▶ ASSIGNMENT: Report every line of the records beneath this task that holds the string "roads".

▶ RECORDS PROVIDED:
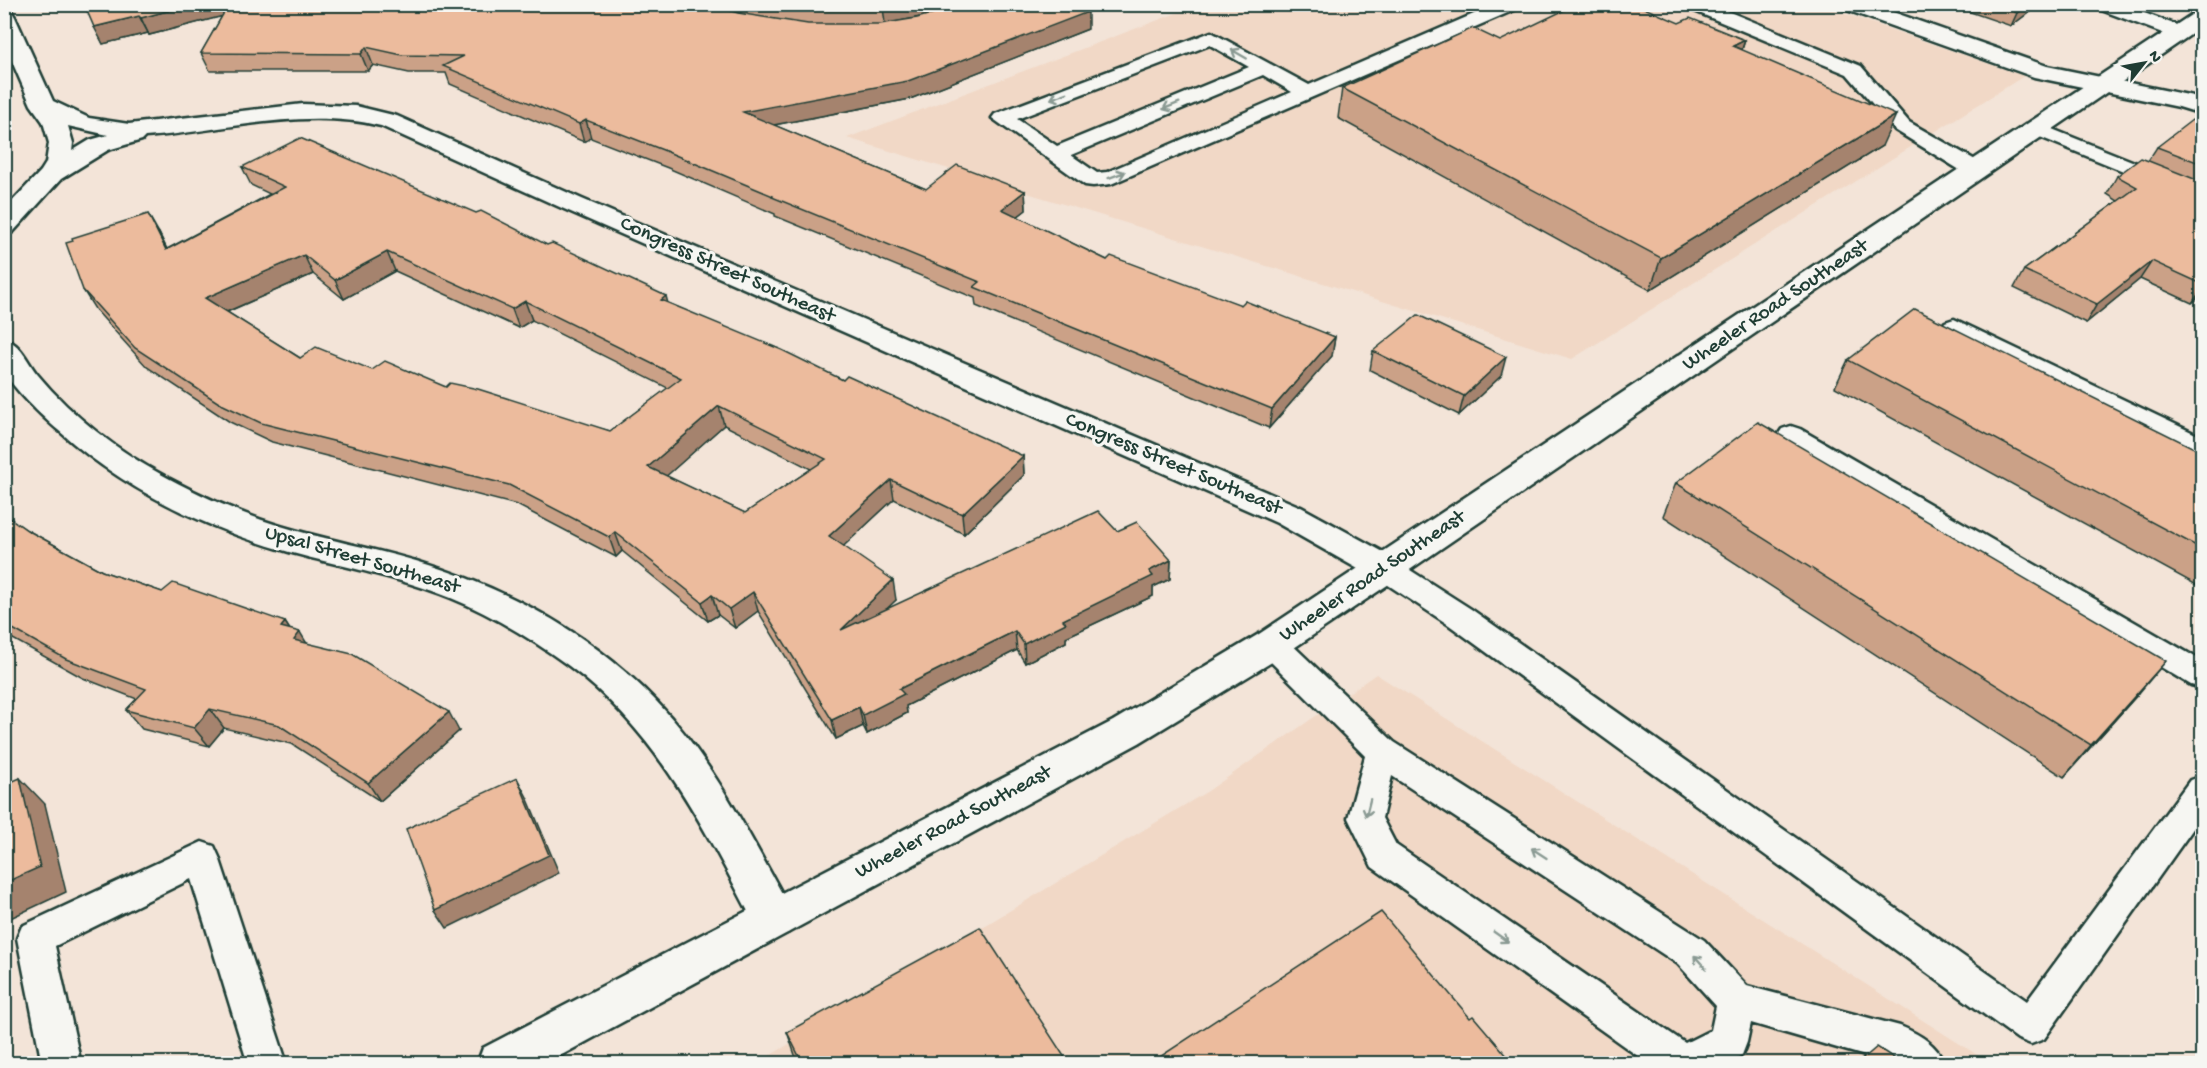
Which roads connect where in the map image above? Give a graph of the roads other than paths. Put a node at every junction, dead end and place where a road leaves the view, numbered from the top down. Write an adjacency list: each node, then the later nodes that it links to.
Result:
1 (11, 4): 6 (street)
2 (1513, 4): 12 (lane)
3 (1693, 4): 18 (lane)
4 (1848, 4): 11 (street)
5 (2102, 4): 9 (lane)
6 (4, 6)
7 (4, 17): 13 (street)
8 (2202, 18): 9 (street, Wheeler Road Southeast)
9 (2180, 33): 11 (street, Wheeler Road Southeast)
10 (1264, 68): 12 (lane); 17 (lane, one-way to 17); 17 (lane, one-way to 17)
11 (2102, 84): 14 (street); 16 (street, Wheeler Road Southeast)
12 (1308, 93): 17 (lane, one-way to 12)
13 (43, 105): 15 (street, Congress Street Southeast); 19 (street)
14 (2202, 107)
15 (168, 128): 19 (street); 26 (street, Congress Street Southeast)
16 (2037, 129): 18 (street, Wheeler Road Southeast); 20 (lane)
17 (1055, 154)
18 (1976, 170): 26 (street, Wheeler Road Southeast)
19 (52, 174): 21 (street)
20 (2202, 197)
21 (4, 226)
22 (1954, 327): 25 (lane)
23 (4, 348): 31 (street, Upsal Street Southeast)
24 (1791, 435): 28 (lane)
25 (2202, 448)
26 (1386, 569): 27 (street, Wheeler Road Southeast); 30 (lane)
27 (1272, 644): 29 (lane); 31 (street, Wheeler Road Southeast)
28 (2202, 676)
29 (1382, 752): 32 (lane, one-way to 29); 36 (lane, one-way to 36)
30 (2202, 790)
31 (774, 918): 33 (street, Wheeler Road Southeast)
32 (1736, 1001): 36 (lane); 37 (lane)
33 (514, 1060)
34 (62, 1064): 35 (lane)
35 (268, 1064)
36 (1684, 1064)
37 (1926, 1064)

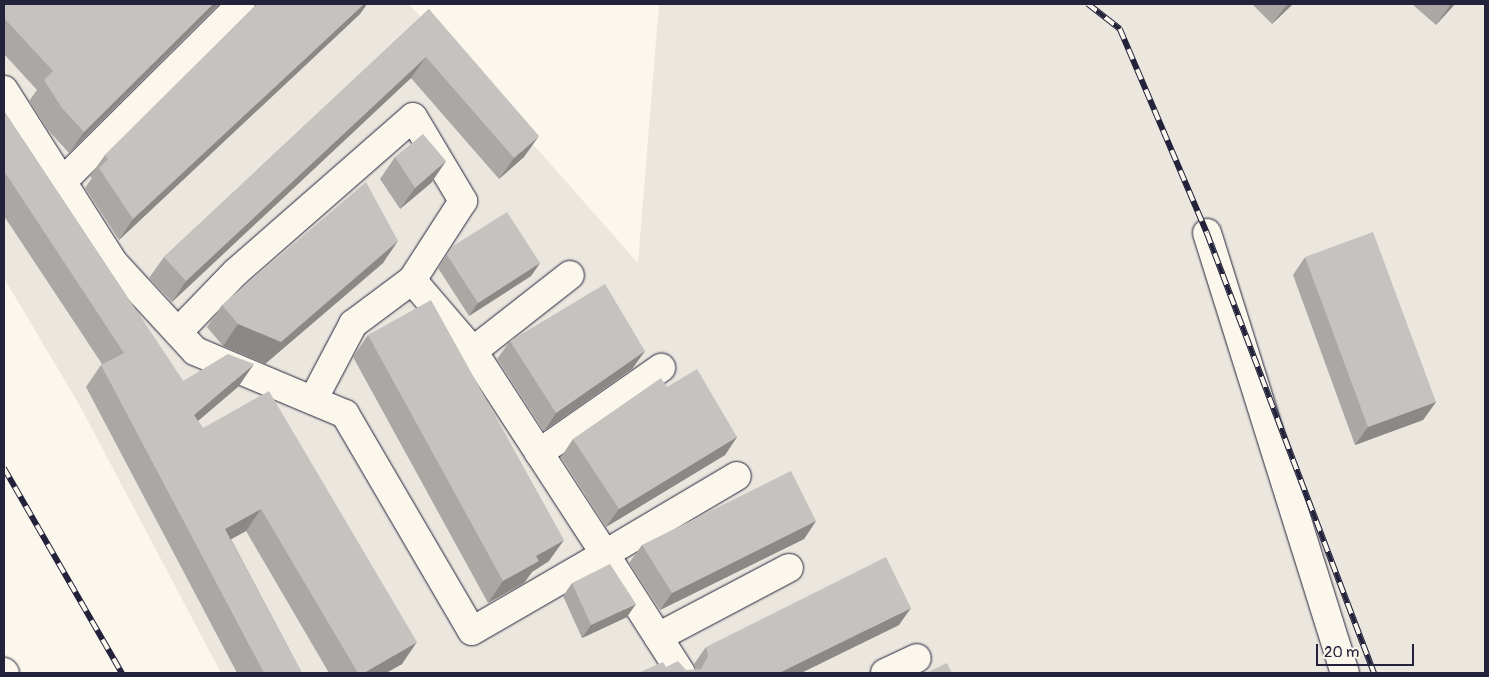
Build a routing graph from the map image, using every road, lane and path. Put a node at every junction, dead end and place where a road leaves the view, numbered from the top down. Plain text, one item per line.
1 (242, 4) edge
2 (4, 90) edge
3 (62, 182) junction
4 (1207, 233) dead end
5 (570, 275) dead end
6 (412, 280) junction
7 (178, 332) junction
8 (473, 351) junction
9 (661, 368) dead end
10 (313, 400) junction
11 (539, 453) junction
12 (737, 476) dead end
13 (605, 554) junction
14 (789, 568) dead end
15 (658, 637) junction
16 (917, 658) dead end
17 (681, 673) edge
18 (885, 673) edge
19 (1345, 673) edge

1 - 3 street
2 - 3 street
3 - 7 street
4 - 19 street
5 - 8 street
6 - 7 street
6 - 8 street
6 - 10 street
7 - 10 street
8 - 11 street
9 - 11 street
10 - 13 street
11 - 13 street
12 - 13 street
13 - 15 street
14 - 15 street
15 - 17 street
16 - 18 street

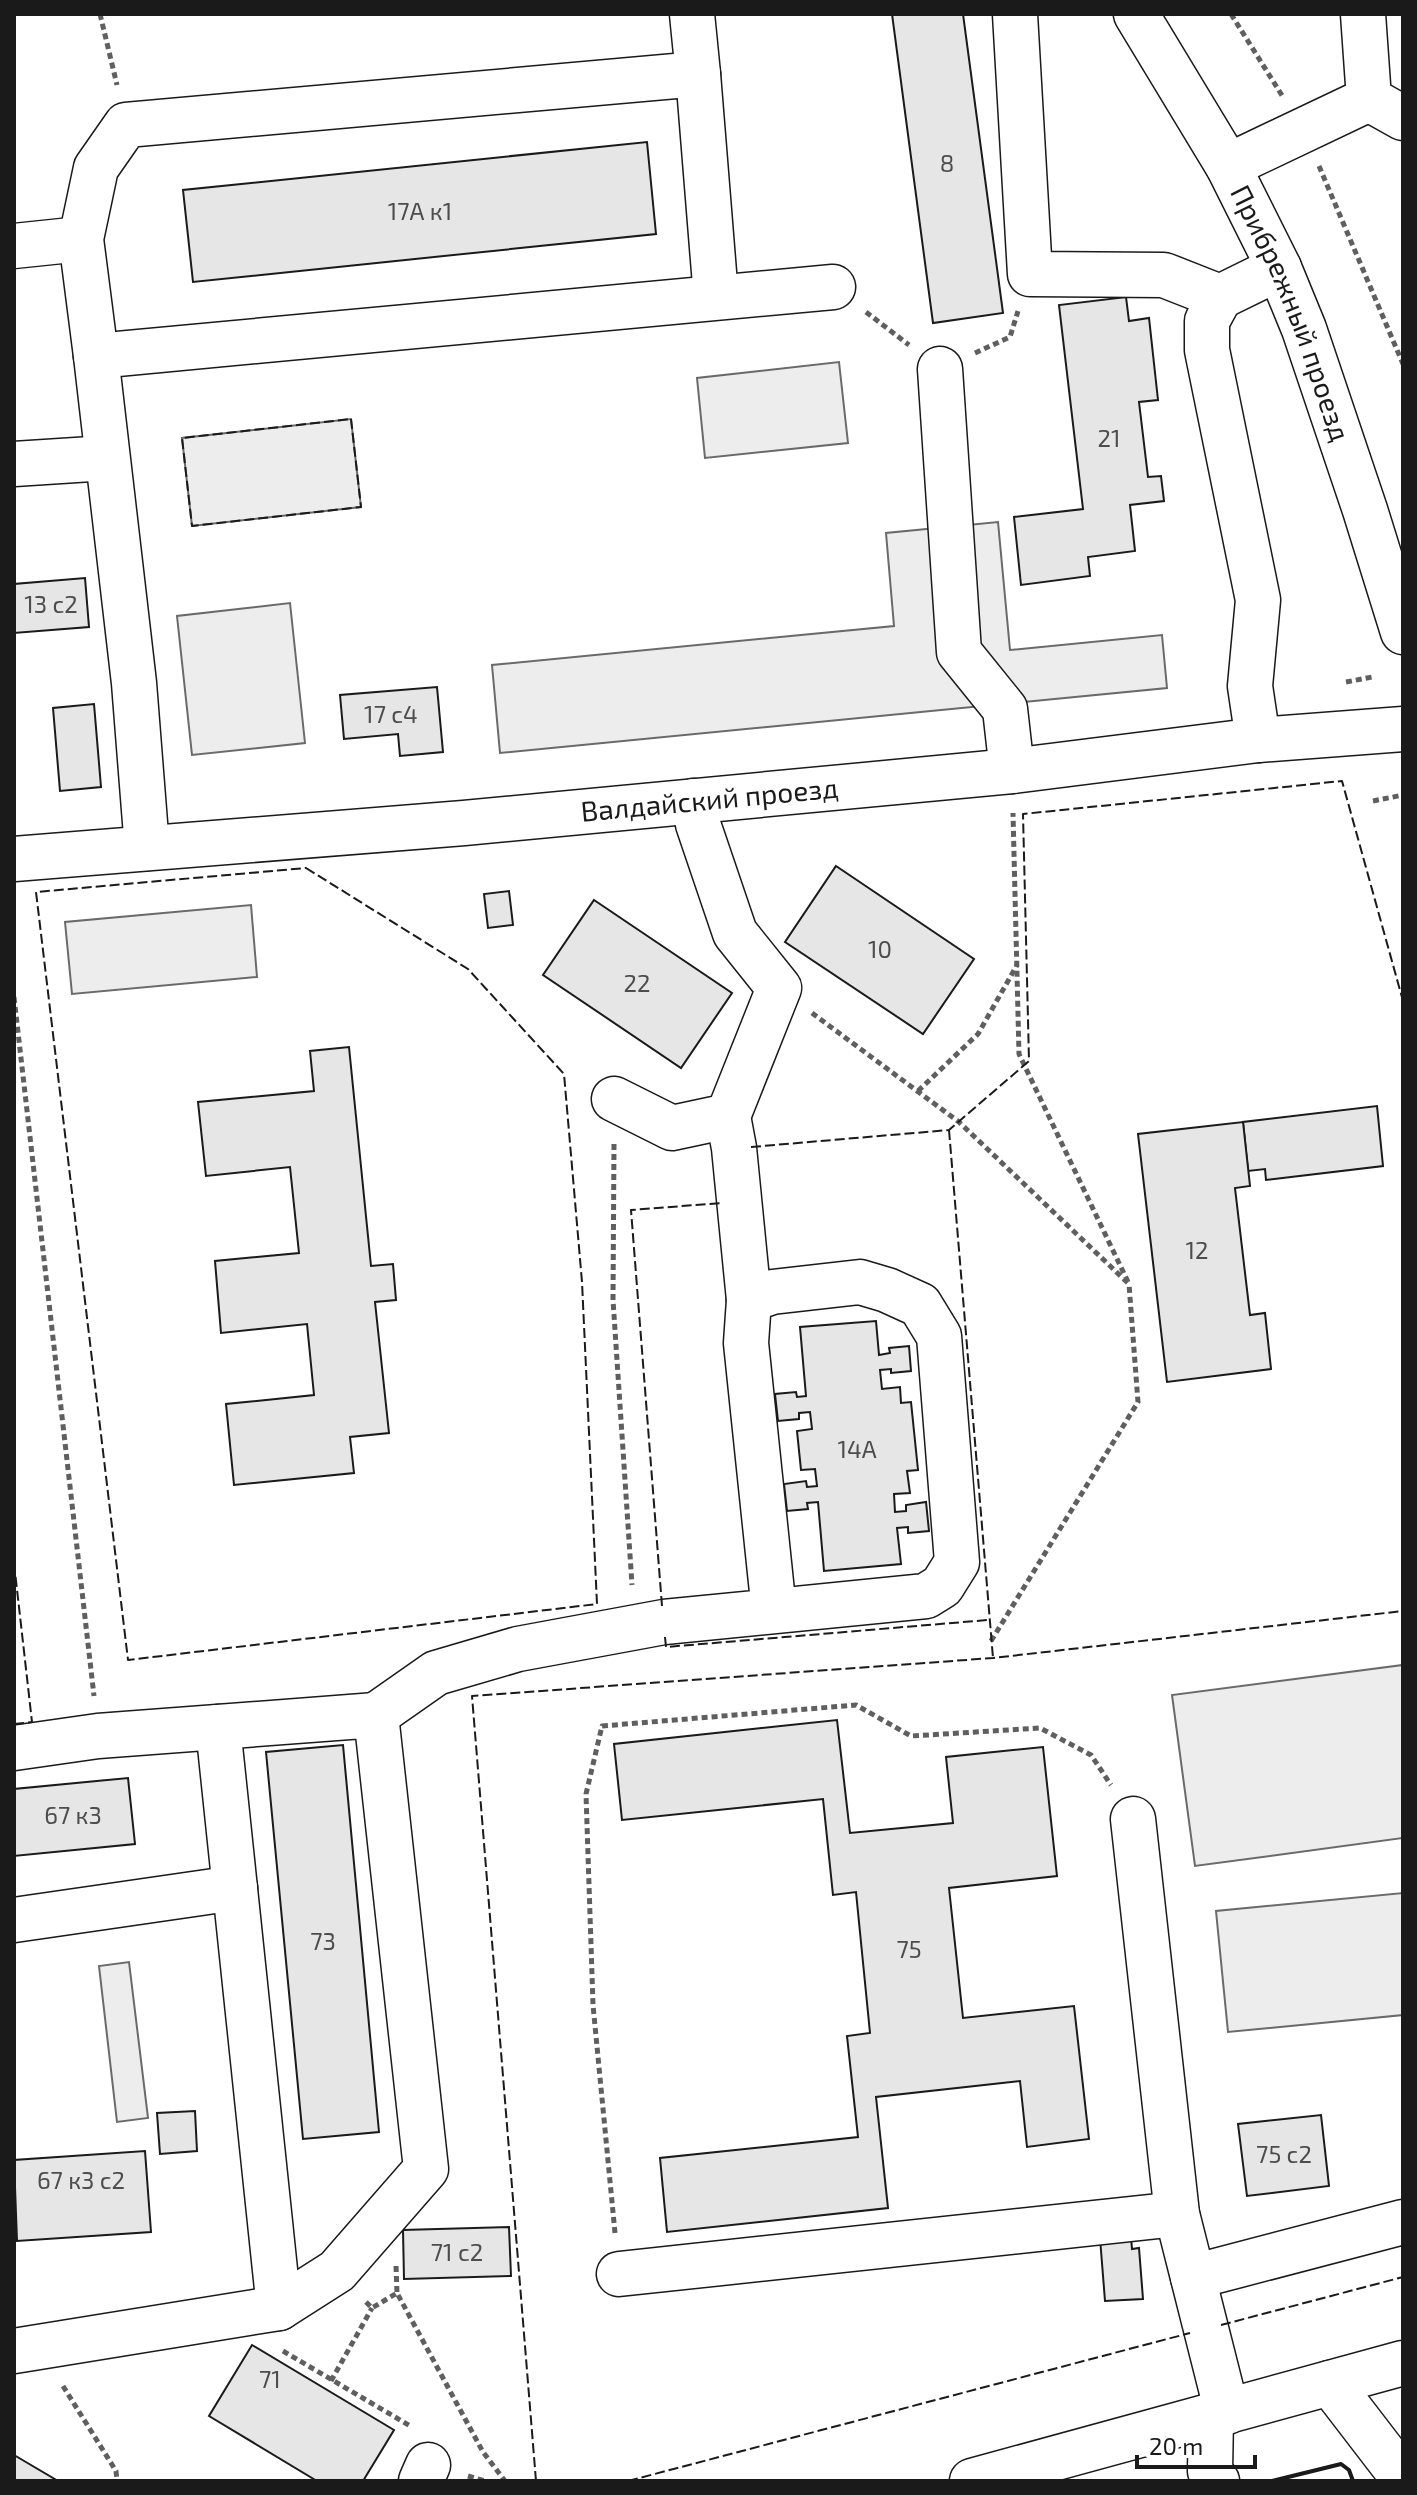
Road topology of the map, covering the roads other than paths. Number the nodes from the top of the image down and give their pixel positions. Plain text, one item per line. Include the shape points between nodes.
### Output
1 (692, 14) edge
2 (1015, 14) edge
3 (1136, 14) edge
4 (1363, 14) edge
5 (698, 74) junction
6 (1386, 108) edge
7 (1228, 166) junction
8 (81, 239) junction
9 (14, 246) edge
10 (1279, 268) junction
11 (833, 287) road end
12 (716, 297) junction
13 (1220, 297) junction
14 (96, 356) junction
15 (940, 369) road end
16 (107, 458) junction
17 (14, 464) edge
18 (1403, 632) edge
19 (1403, 729) edge
20 (1258, 740) junction
21 (1012, 786) junction
22 (694, 801) junction
23 (147, 848) junction
24 (14, 859) edge
25 (614, 1099) road end
26 (728, 1116) junction
27 (749, 1300) junction
28 (774, 1611) junction
29 (376, 1715) junction
30 (218, 1727) junction
31 (14, 1748) edge
32 (1133, 1819) road end
33 (235, 1888) junction
34 (14, 1920) edge
35 (1177, 2214) junction
36 (1403, 2222) edge
37 (619, 2274) road end
38 (1193, 2277) junction
39 (263, 2311) junction
40 (26, 2349) edge
41 (1403, 2363) edge
42 (1330, 2383) junction
43 (1219, 2415) junction
44 (1403, 2478) edge
45 (972, 2481) edge
46 (1217, 2481) edge

1 - 5 street
2 - 13 street via 1030,274 1164,275
3 - 7 street, Прибрежный проезд
4 - 6 street
5 - 8 street via 126,125 96,168
5 - 12 street
6 - 7 street via 1304,131
7 - 10 street, Прибрежный проезд
8 - 9 street
8 - 14 street
10 - 13 street
10 - 18 street, Прибрежный проезд
11 - 12 street
12 - 14 street
13 - 20 street via 1207,321 1207,350 1258,600 1250,686
14 - 16 street
15 - 21 street via 959,652 1005,709
16 - 17 street
16 - 23 street
19 - 20 street, Валдайский проезд
20 - 21 street, Валдайский проезд
21 - 22 street, Валдайский проезд
22 - 23 street, Валдайский проезд
22 - 26 street via 735,933 779,988
23 - 24 street, Валдайский проезд
25 - 26 street via 672,1128
26 - 27 street
27 - 28 street via 746,1343
27 - 28 street via 772,1292 860,1282 920,1305 939,1336 957,1562 942,1586 926,1596
28 - 29 street via 518,1649 436,1673
29 - 30 street
29 - 39 street via 426,2169 337,2271
30 - 31 street
30 - 33 street
32 - 35 street
33 - 34 street
33 - 39 street
35 - 37 street
35 - 38 street
36 - 38 street
38 - 43 street
39 - 40 street
41 - 42 street
42 - 43 street
42 - 44 street
43 - 45 street
43 - 46 street via 1210,2471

▶ EXERCISE RESULT:
Which roads connect where in the map image above? Give a graph of the roads other than paths. Put a node at every junction, dead end and place where a road leaves the view, numbered from the top down. Write an adjacency list: each node, then the later nodes that it links to.
Road topology of the map, covering the roads other than paths. Number the nodes from the top of the image down and give their pixel positions. Plain text, one item per line. Include the shape points between nodes.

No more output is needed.